L’ouverture di questa XVII legislatura è stata caratterizzata dalla rincorsa alla riduzione (evidentemente considerato malguadagnato dagli stessi che ne usufruiscono) del guiderdone corrisposto ai parlamentari: hanno cominciato la Presidente della Camera e il Presidente del Senato, poi, via, via gli stessi parlamentari “semplici” hanno sviluppato una serie di dichiarazioni rivolte nel senso di una compressione degli emolumenti, sotto la spinta – ovviamente- del tipo di campagna elettorale condotta del movimento 5 stelle e dal riscontro che ne è derivato, sul piano dell’aggregazione del consenso.

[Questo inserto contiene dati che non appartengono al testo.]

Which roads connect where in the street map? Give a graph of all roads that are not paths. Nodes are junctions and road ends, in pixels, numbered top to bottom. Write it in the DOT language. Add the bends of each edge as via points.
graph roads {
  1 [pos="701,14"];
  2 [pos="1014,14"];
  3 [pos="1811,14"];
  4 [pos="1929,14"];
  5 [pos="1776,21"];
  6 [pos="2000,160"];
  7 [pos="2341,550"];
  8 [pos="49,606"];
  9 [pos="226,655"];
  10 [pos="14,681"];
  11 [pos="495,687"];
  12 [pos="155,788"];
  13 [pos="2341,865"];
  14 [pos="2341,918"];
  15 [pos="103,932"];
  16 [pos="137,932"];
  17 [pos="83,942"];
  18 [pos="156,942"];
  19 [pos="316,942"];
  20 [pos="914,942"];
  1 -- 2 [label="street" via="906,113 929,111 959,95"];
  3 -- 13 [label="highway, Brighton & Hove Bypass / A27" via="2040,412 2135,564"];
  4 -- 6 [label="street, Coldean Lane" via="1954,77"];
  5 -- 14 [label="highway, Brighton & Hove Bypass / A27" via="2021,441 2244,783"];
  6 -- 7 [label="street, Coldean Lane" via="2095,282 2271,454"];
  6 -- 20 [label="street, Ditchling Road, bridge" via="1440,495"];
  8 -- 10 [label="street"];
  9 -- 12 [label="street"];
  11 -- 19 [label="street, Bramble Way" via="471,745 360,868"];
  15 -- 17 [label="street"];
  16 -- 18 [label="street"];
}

Alla fine di questa rincorsa all’indietro è possibile che si ritorni ai primi anni del ‘900 quando il deputato-contadino Pietro Abbo, un socialista di Oneglia (ma capitò anche ad altri suoi compagni di partito, compreso lo stesso Turati) non disponendo del denaro sufficiente per pernottare a Roma, usufruiva del cosiddetto “permanente” rilasciato dalle Ferrovie dello Stato per dormire sul treno Roma- Firenze andata e ritorno, rientrando quindi il mattino in tempo per l’apertura dei lavori della Camera.

E’ il caso, forse, di ricostruire la storia dell’indennità parlamentare: l’indennità parlamentare fa parte di quella serie di “benefici” e agevolazioni che via, via, con il procedere e lo sviluppo della democrazia sono stati istituiti allo scopo di rendere agibile a tutti, e non solo ad alcuni ceti privilegiati, l’esercizio dell’attività politica.

E’ il caso dell’immunità parlamentare (creata per consentire ai deputati di poter entrare nelle fabbriche in sciopero, evitando denunce penali da padroni che avevano proclamato la cosiddetta “serrata”) , dell’assenza di vincolo di mandato, dello stesso finanziamento pubblico ai partiti.

Il deteriorarsi della qualità dell’”agire politico”, la sparizione dei grandi partiti di massa provvisti di forte radicamento sociale, l’esplosione di intollerabili scandali (il più clamoroso di questi ultimi tempi riguarda, a mio giudizio, quello relativo al senatore del PD Lusi, già tesoriere della “Margherita) ben diversi da quelli delle usuali “tangenti” che avevano e stanno costellando la storia dell’Italia repubblicana, hanno fatto dimenticare le origini di questi istituti, ed è bene rammentarle proprio per non perdere ulteriormente la bussola, come è accaduta nell’occasione dell’introduzione del sistema elettorale maggioritario, nel processo di trasformazione dei partiti e, adesso, con l’introduzione surrettizia di una sorta di “costituzione materiale” fondata sul presidenzialismo, in luogo di quella formale, ancora in vigore e tuttora, quindi, incentrata sul ruolo del Parlamento.

Non è stato un caso, tornando alla storia, che l’indennità parlamentare sia stata istituita nel 1912 attraverso un apposito articolo della legge che prevedeva l’estensione del suffragio maschile portando il numero degli eventi diritto al voto da circa 2.000.000 a oltre 10.000.000.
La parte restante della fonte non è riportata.